With climate change becoming more of an issue around the world, there is an increasing danger to road users in the form of broken surfaces due to extreme swings in temperatures. In many instances these climactic conditions manifest themselves in the forms of potholes and Jaguar Land Rover is researching a way to help drivers avoid them.
Many jurisdictions have taken to the web to encourage drivers to report potholes in order to help service crews attend to them and fill them in as quickly as possible, but the English manufacturer is studying away to use today’s connected cars do it automatically.
With the proliferation of on-board camera technology and connectivity, Jaguar Land Rover is looking at ways to have vehicle systems capture broken road data and send it to the cloud in real time, to alert other motorists and to aid infrastructure authorities to prioritize repairs.
The way it aids traffic is that if a vehicle receives information about severe potholes ahead, that information could be displayed on maps in real time, much in the same way that today’s cars receive data about road construction and traffic congestion. Drivers would then be able to reduce speed or pick an alternative route to avoid the dangers. Alternatively, more sophisticated suspension systems could adjust themselves to better soak up the pavement irregularities.
“Our MagneRide equipped Range Rover Evoque and Discovery Sport vehicles feature sophisticated sensors that allow the vehicle to profile the road surface under the wheels and identify potholes, raised manholes and broken drain covers,” said Dr Mike Bell, Global Connected Car Director at Jaguar Land Rover. “By monitoring the motion of the vehicle and changes in the height of the suspension, the car is able to continuously adjust the vehicle’s suspension characteristics, giving passengers a more comfortable ride over uneven and damaged road surfaces.”

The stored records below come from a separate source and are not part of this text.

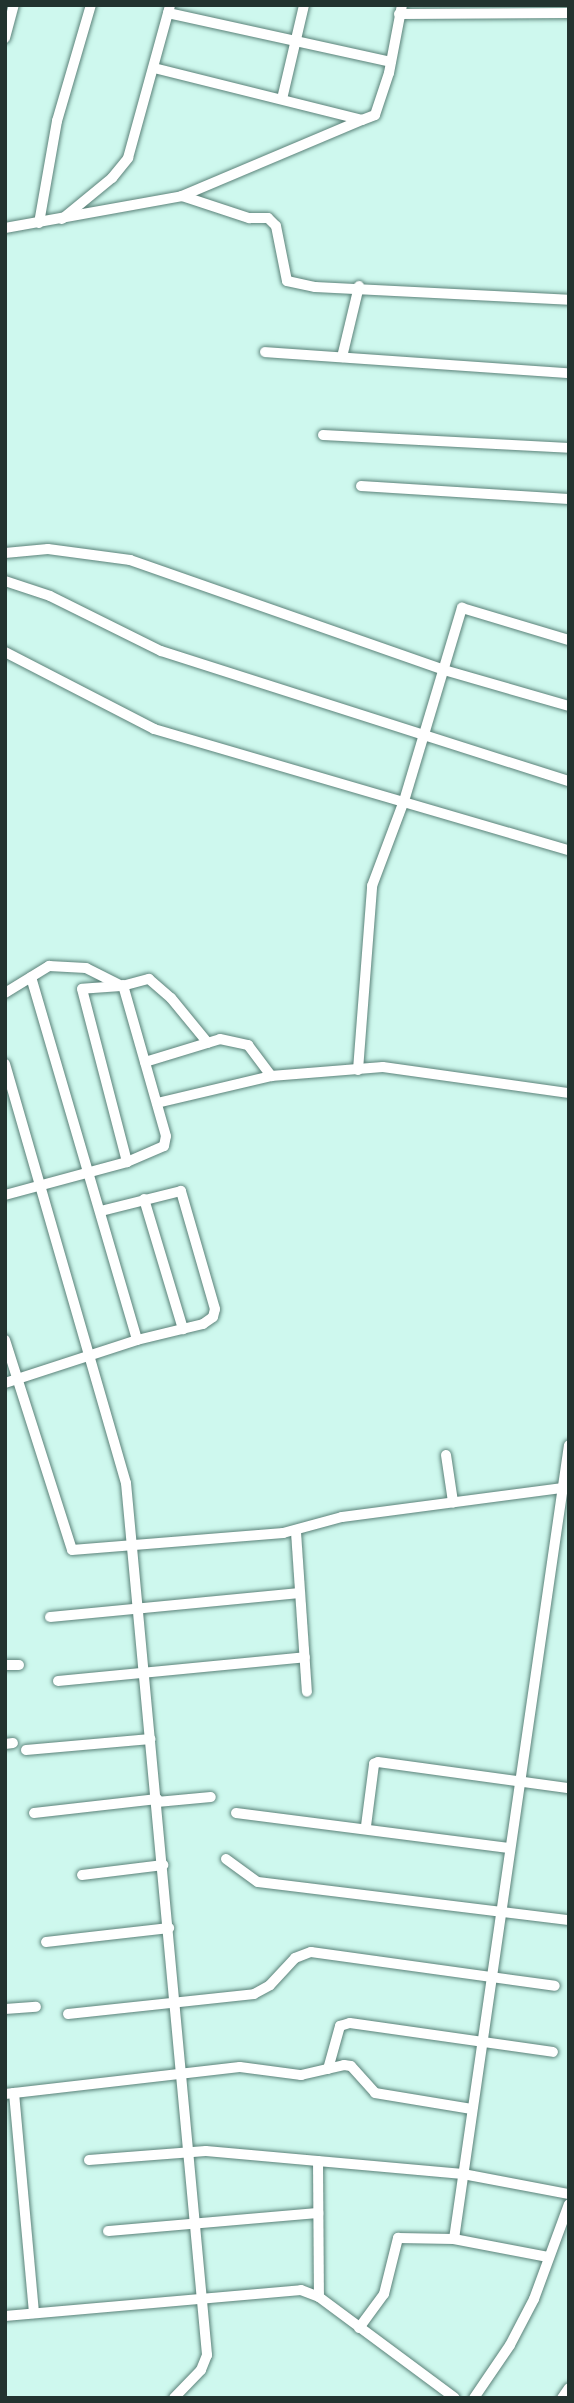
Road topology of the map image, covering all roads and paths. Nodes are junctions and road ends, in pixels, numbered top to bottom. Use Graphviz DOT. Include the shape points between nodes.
graph roads {
  1 [pos="14,5"];
  2 [pos="91,5"];
  3 [pos="304,5"];
  4 [pos="401,7"];
  5 [pos="169,9"];
  6 [pos="569,13"];
  7 [pos="5,38"];
  8 [pos="295,41"];
  9 [pos="391,62"];
  10 [pos="154,68"];
  11 [pos="282,99"];
  12 [pos="362,120"];
  13 [pos="182,196"];
  14 [pos="60,220"];
  15 [pos="39,223"];
  16 [pos="5,228"];
  17 [pos="359,286"];
  18 [pos="569,300"];
  19 [pos="265,352"];
  20 [pos="342,357"];
  21 [pos="569,373"];
  22 [pos="323,435"];
  23 [pos="569,448"];
  24 [pos="361,486"];
  25 [pos="569,499"];
  26 [pos="5,553"];
  27 [pos="5,581"];
  28 [pos="569,640"];
  29 [pos="5,652"];
  30 [pos="444,670"];
  31 [pos="569,706"];
  32 [pos="423,738"];
  33 [pos="569,781"];
  34 [pos="404,801"];
  35 [pos="569,850"];
  36 [pos="31,977"];
  37 [pos="123,985"];
  38 [pos="5,993"];
  39 [pos="208,1043"];
  40 [pos="145,1062"];
  41 [pos="5,1064"];
  42 [pos="358,1070"];
  43 [pos="271,1076"];
  44 [pos="569,1093"];
  45 [pos="156,1103"];
  46 [pos="127,1161"];
  47 [pos="90,1172"];
  48 [pos="39,1185"];
  49 [pos="5,1195"];
  50 [pos="144,1199"];
  51 [pos="101,1211"];
  52 [pos="183,1329"];
  53 [pos="5,1340"];
  54 [pos="137,1340"];
  55 [pos="89,1358"];
  56 [pos="17,1379"];
  57 [pos="5,1382"];
  58 [pos="569,1445"];
  59 [pos="446,1455"];
  60 [pos="564,1493"];
  61 [pos="453,1502"];
  62 [pos="296,1532"];
  63 [pos="133,1546"];
  64 [pos="300,1593"];
  65 [pos="139,1609"];
  66 [pos="50,1617"];
  67 [pos="305,1657"];
  68 [pos="5,1665"];
  69 [pos="19,1665"];
  70 [pos="145,1672"];
  71 [pos="58,1681"];
  72 [pos="307,1692"];
  73 [pos="151,1739"];
  74 [pos="26,1750"];
  75 [pos="519,1781"];
  76 [pos="569,1788"];
  77 [pos="211,1797"];
  78 [pos="157,1800"];
  79 [pos="236,1813"];
  80 [pos="34,1814"];
  81 [pos="366,1826"];
  82 [pos="509,1848"];
  83 [pos="226,1859"];
  84 [pos="163,1865"];
  85 [pos="82,1875"];
  86 [pos="500,1911"];
  87 [pos="569,1920"];
  88 [pos="169,1928"];
  89 [pos="46,1942"];
  90 [pos="491,1978"];
  91 [pos="555,1986"];
  92 [pos="175,2000"];
  93 [pos="36,2007"];
  94 [pos="5,2009"];
  95 [pos="68,2014"];
  96 [pos="482,2042"];
  97 [pos="553,2052"];
  98 [pos="328,2069"];
  99 [pos="182,2073"];
  100 [pos="10,2093"];
  101 [pos="472,2109"];
  102 [pos="189,2151"];
  103 [pos="89,2160"];
  104 [pos="318,2161"];
  105 [pos="463,2174"];
  106 [pos="569,2194"];
  107 [pos="569,2204"];
  108 [pos="318,2213"];
  109 [pos="196,2224"];
  110 [pos="108,2231"];
  111 [pos="454,2239"];
  112 [pos="556,2247"];
  113 [pos="569,2250"];
  114 [pos="548,2257"];
  115 [pos="201,2297"];
  116 [pos="319,2297"];
  117 [pos="34,2313"];
  118 [pos="5,2316"];
  119 [pos="359,2328"];
  120 [pos="569,2388"];
  121 [pos="174,2398"];
  122 [pos="455,2398"];
  123 [pos="474,2398"];
  124 [pos="562,2398"];
  1 -- 7 [label="street"];
  2 -- 15 [label="street" via="57,121"];
  3 -- 8 [label="street"];
  4 -- 6 [label="street"];
  4 -- 9 [label="street"];
  5 -- 8 [label="street"];
  5 -- 10 [label="street"];
  8 -- 9 [label="street"];
  8 -- 11 [label="street"];
  9 -- 12 [label="street" via="374,115"];
  10 -- 11 [label="street"];
  10 -- 14 [label="street" via="128,158 113,178"];
  11 -- 12 [label="street"];
  12 -- 13 [label="street"];
  13 -- 14 [label="street"];
  13 -- 17 [label="street" via="249,218 268,218 276,226 287,281 316,287"];
  14 -- 15 [label="street"];
  15 -- 16 [label="street"];
  17 -- 18 [label="street"];
  17 -- 20 [label="street"];
  19 -- 20 [label="street"];
  20 -- 21 [label="street"];
  22 -- 23 [label="street"];
  24 -- 25 [label="street"];
  26 -- 30 [label="street" via="48,549 130,560"];
  27 -- 32 [label="street" via="50,596 161,651"];
  28 -- 30 [label="street" via="462,608"];
  29 -- 34 [label="street" via="154,729"];
  30 -- 31 [label="street"];
  30 -- 32 [label="street"];
  32 -- 33 [label="street"];
  32 -- 34 [label="street"];
  34 -- 35 [label="street"];
  34 -- 42 [label="street" via="372,886"];
  36 -- 37 [label="street" via="49,966 86,968"];
  36 -- 38 [label="street"];
  36 -- 47 [label="street"];
  37 -- 39 [label="street" via="149,979"];
  37 -- 40 [label="street"];
  37 -- 46 [label="street" via="82,989"];
  39 -- 40 [label="street"];
  39 -- 43 [label="street" via="220,1039 248,1045"];
  40 -- 45 [label="street"];
  41 -- 48 [label="street"];
  42 -- 43 [label="street"];
  42 -- 44 [label="street" via="440,1072"];
  43 -- 45 [label="street"];
  45 -- 46 [label="street" via="166,1136 164,1146"];
  46 -- 47 [label="street"];
  47 -- 48 [label="street"];
  47 -- 51 [label="street"];
  48 -- 49 [label="street"];
  48 -- 55 [label="street"];
  50 -- 51 [label="street"];
  50 -- 52 [label="street"];
  50 -- 52 [label="street" via="175,1190 184,1195 215,1309 203,1324"];
  51 -- 54 [label="street"];
  52 -- 54 [label="street"];
  53 -- 56 [label="street"];
  54 -- 55 [label="street"];
  55 -- 56 [label="street"];
  55 -- 63 [label="street" via="126,1483"];
  56 -- 57 [label="street"];
  56 -- 63 [label="street" via="72,1550"];
  58 -- 60 [label="street"];
  59 -- 61 [label="street"];
  60 -- 61 [label="street"];
  60 -- 75 [label="street"];
  61 -- 62 [label="street" via="342,1517"];
  62 -- 63 [label="street"];
  62 -- 64 [label="street"];
  63 -- 65 [label="street"];
  64 -- 65 [label="street"];
  64 -- 67 [label="street"];
  65 -- 66 [label="street"];
  65 -- 70 [label="street"];
  67 -- 70 [label="street"];
  67 -- 72 [label="street"];
  68 -- 69 [label="street"];
  70 -- 71 [label="street"];
  70 -- 73 [label="street"];
  73 -- 74 [label="street"];
  73 -- 78 [label="street"];
  75 -- 76 [label="street"];
  75 -- 81 [label="street" via="375,1763"];
  75 -- 82 [label="street"];
  77 -- 78 [label="street"];
  78 -- 80 [label="street"];
  78 -- 84 [label="street"];
  79 -- 81 [label="street"];
  81 -- 82 [label="street"];
  82 -- 86 [label="street"];
  83 -- 86 [label="street" via="258,1882"];
  84 -- 85 [label="street"];
  84 -- 88 [label="street"];
  86 -- 87 [label="street"];
  86 -- 90 [label="street"];
  88 -- 89 [label="street"];
  88 -- 92 [label="street"];
  90 -- 91 [label="street"];
  90 -- 92 [label="street" via="311,1952 295,1958 270,1985 254,1994"];
  90 -- 96 [label="street"];
  92 -- 95 [label="street"];
  92 -- 99 [label="street"];
  93 -- 94 [label="street"];
  96 -- 97 [label="street"];
  96 -- 98 [label="street" via="345,2024 340,2026"];
  96 -- 101 [label="street"];
  98 -- 99 [label="street" via="301,2074 252,2067"];
  98 -- 101 [label="street" via="351,2066 375,2093"];
  99 -- 100 [label="street"];
  99 -- 102 [label="street"];
  100 -- 117 [label="street"];
  101 -- 105 [label="street"];
  102 -- 103 [label="street"];
  102 -- 104 [label="street"];
  102 -- 109 [label="street"];
  104 -- 105 [label="street"];
  104 -- 108 [label="street"];
  105 -- 106 [label="street"];
  105 -- 111 [label="street"];
  107 -- 112 [label="street"];
  108 -- 109 [label="street"];
  108 -- 116 [label="street"];
  109 -- 110 [label="street"];
  109 -- 115 [label="street"];
  111 -- 114 [label="street"];
  111 -- 119 [label="street" via="398,2238 384,2294"];
  112 -- 113 [label="street"];
  112 -- 114 [label="street"];
  114 -- 123 [label="street" via="510,2345"];
  115 -- 116 [label="street" via="301,2290"];
  115 -- 117 [label="street"];
  115 -- 121 [label="street" via="207,2355 201,2370"];
  116 -- 119 [label="street"];
  117 -- 118 [label="street"];
  119 -- 122 [label="street"];
  120 -- 124 [label="street"];
}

MagneRide is a high-performance, semi-active suspension control system that responds in real time to road and driving conditions based on input from sensors that monitor body and wheel motion. Magnetic particles in the damping fluid allow the system to respond instantly to increase or decrease viscosity of the fluid and make the suspension stiffer or softer.
“While this gives our customers a more comfortable ride, we think there is a huge opportunity to turn the information from these vehicle sensors into ‘big data’ and share it for the benefit of other road users. This could help prevent billions of pounds of vehicle damage and make road repairs more effective,” added Dr. Bell.
Jaguar Land Rover reports that vehicle damage (including wheel damage and tire punctures) related to potholes in the UK alone averages about 2.8 billion pounds annually (about $5.4 billion Canadian).
The company currently is conducting research using a Range Rover Evoque, and is prepared to move to the next phase of installing new road surface sensing technology and/or a forward-facing stereo digital camera.
“At the moment, the most accurate data comes from when the car has driven over the pothole or manhole”, added Dr. Bell. “So we are also researching how we could improve the measurement and accuracy of pothole detection by scanning the road ahead, so the car could predict how severe they are before the vehicle gets near them.
The project has the side benefit of also aiding in the design of future autonomous vehicles, and particularly their safety in traffic.
“Ultimately, sensing the road ahead and assessing hazards is a key building block on our journey to the autonomous car,” he explained. “We are looking to develop systems that could automatically guide a car around potholes without the car leaving its lane and causing a danger to other drivers. If the pothole hazard was significant enough, safety systems could slow or even stop the car to minimize the impact. This could all help make future autonomous driving a safe and enjoyable reality.”
Beyond the safety to machine and man, the project might also aid in infrastructure upkeep, and Jaguar Land Rover is working with Coventry City Council to investigate how the municipality can work with the data generated from the manufacturer’s research.
“As part of our ‘Smart Cities’ strategy, we will be investigating how Jaguar Land Rover’s Pothole Alert system could supply us with data in real-time from thousands of connected cars right across our road network,” said Councillor Rachel Lancaster, Cabinet Member for Public Services at Coventry City Council. “We already collect lots of data which we monitor very carefully ourselves, but having this kind of extra information might allow us to further improve our maintenance programmes which would save the taxpayer money. This could give us a very accurate, minute-by-minute picture of damage to road surfaces, manholes and drains in real time.”
The project will investigate whether an image captured by an onboard camera could be combined with GPS location to provide a real-time picture of the costs associated with filling a pothole
“We are just beginning to explore how we could use this technology, but data that includes the severity of the issue, its exact location and an image has huge potential,” added Councillor Lancaster. “This is just the sort of information that could help us identify the cause of the problem, prioritise it and contact the owner of the manhole or drain to get it fixed more quickly.”